La Chambre des représentants américaine adopte un plan de dépenses de 1,2 billion de dollars, les présidents colombien et mexicain font les gros titres
Washington D.C. – La Chambre des représentants des États-Unis a approuvé mardi un plan de dépenses de 1,2 billion de dollars pour mettre fin à une fermeture partielle du gouvernement, tandis que les relations internationales ont connu des développements en Colombie et au Mexique.
La législation bipartite, qui a été adoptée avec une faible marge de 217 voix contre 214 à la Chambre contrôlée par les Républicains, rétablit le financement des principaux programmes fédéraux jusqu'au 30 septembre, selon Al Jazeera. Toutefois, le Département de la sécurité intérieure ne sera financé que pour deux semaines dans le cadre de l'accord actuel.
Par ailleurs, le président colombien Gustavo Petro a rencontré l'ancien président américain Donald Trump à la Maison Blanche, mettant de côté des mois de remarques hostiles. Selon The Guardian, la réunion s'est conclue par un accord visant à lutter contre le trafic de drogue. Les deux dirigeants s'étaient auparavant échangé des insultes, allant d'accusations d'être un "homme malade" et un "chef du trafic de drogue" à qualifier l'autre de "complice de génocide avec un cerveau sénile". The Guardian a rapporté que la réunion s'est terminée par des amabilités, des autographes et une "casquette Maga".

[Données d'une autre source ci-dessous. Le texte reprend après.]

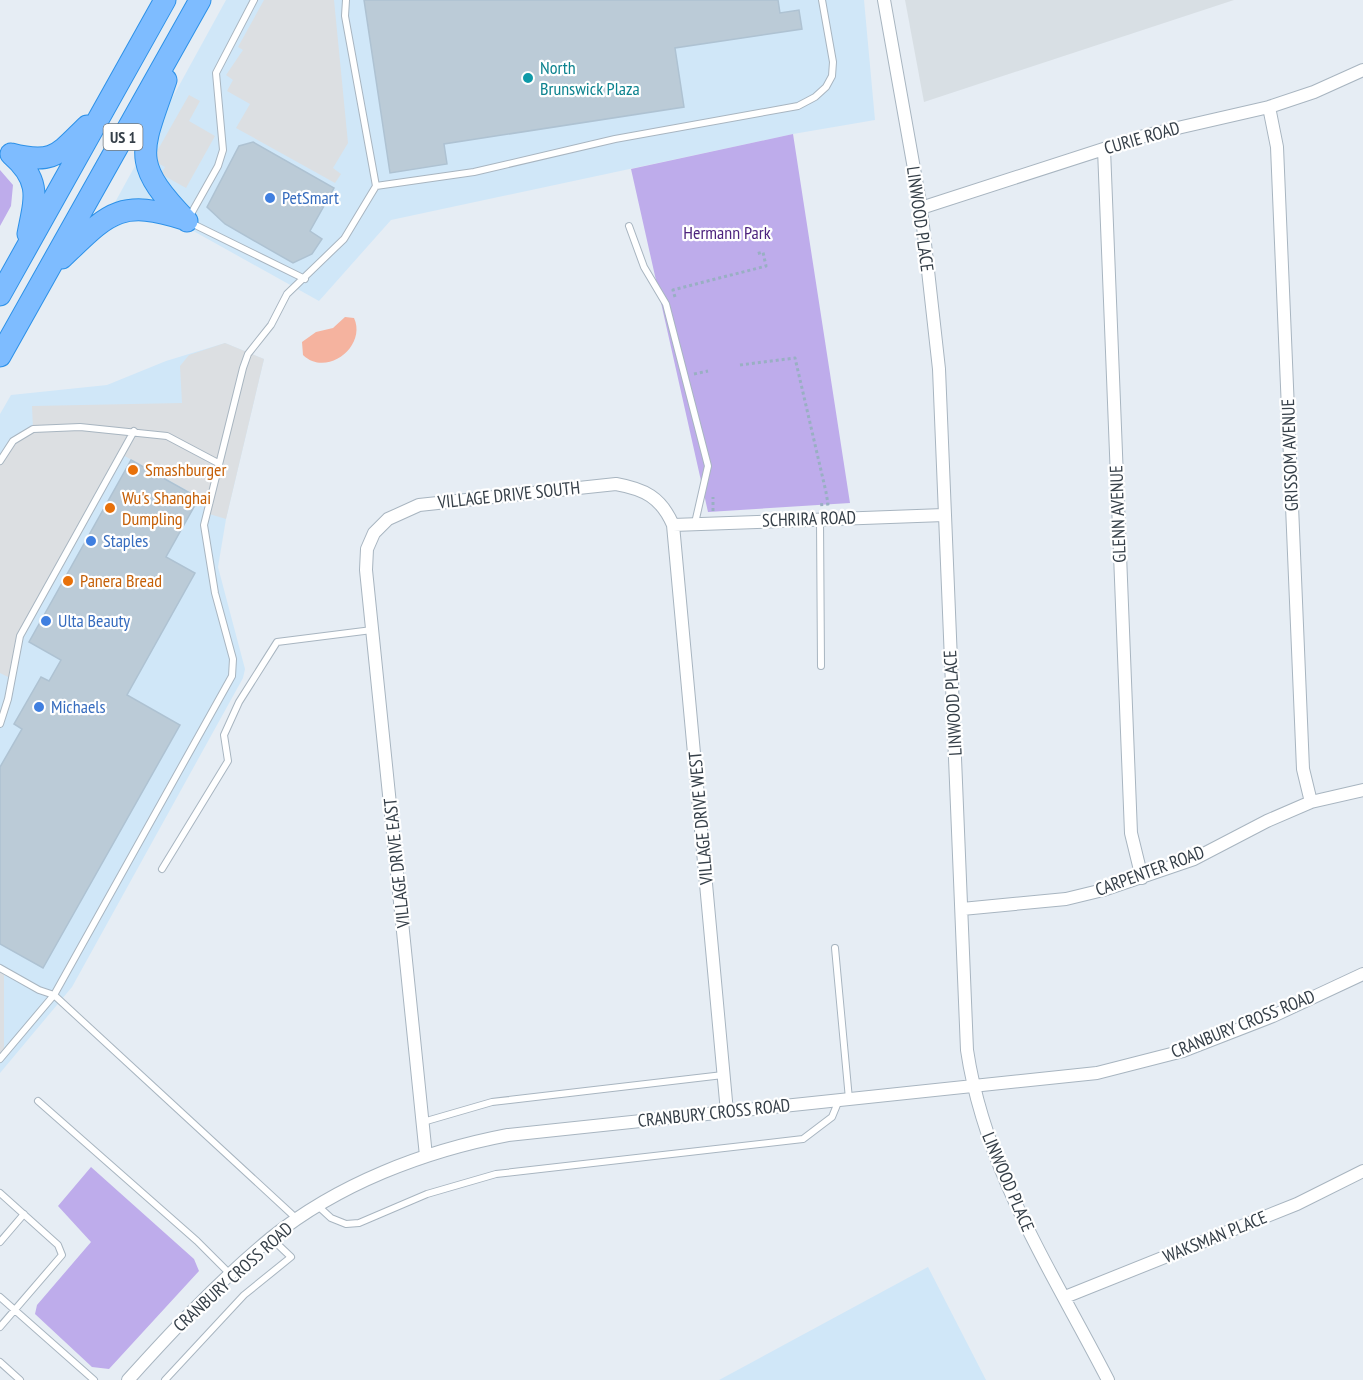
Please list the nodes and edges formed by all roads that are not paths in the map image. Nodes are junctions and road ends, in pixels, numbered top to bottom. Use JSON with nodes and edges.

Pendant ce temps, la présidente mexicaine Claudia Sheinbaum s'est engagée à envoyer de l'aide humanitaire à Cuba, malgré les efforts de Washington pour limiter l'accès de l'île au pétrole. The Guardian a rapporté que Mme Sheinbaum a déclaré que le Mexique explorait toutes les voies diplomatiques pour envoyer du carburant au peuple cubain, suite à un décret signé par Trump menaçant d'imposer des droits de douane aux pays qui vendent du pétrole à Cuba.
Ces développements internationaux surviennent dans un contexte de tensions géopolitiques persistantes, notamment le conflit en cours au Soudan, où l'armée a récemment percé un blocus de plusieurs années imposé par les Forces de soutien rapide (FSR) à Kadugli, la capitale du Kordofan du Sud, selon Al Jazeera. L'armée a décrit cette avancée comme sa deuxième avancée majeure dans la région du Kordofan en moins d'une semaine.
La situation au Venezuela reste également complexe, de nombreux Vénézuéliens exilés hésitant à rentrer chez eux malgré le retrait du président Nicolas Maduro du pouvoir en janvier, selon Al Jazeera. Luis Peche, un consultant politique de 31 ans qui a fui Caracas en 2025, a déclaré à Al Jazeera qu'il était encore trop dangereux de rentrer.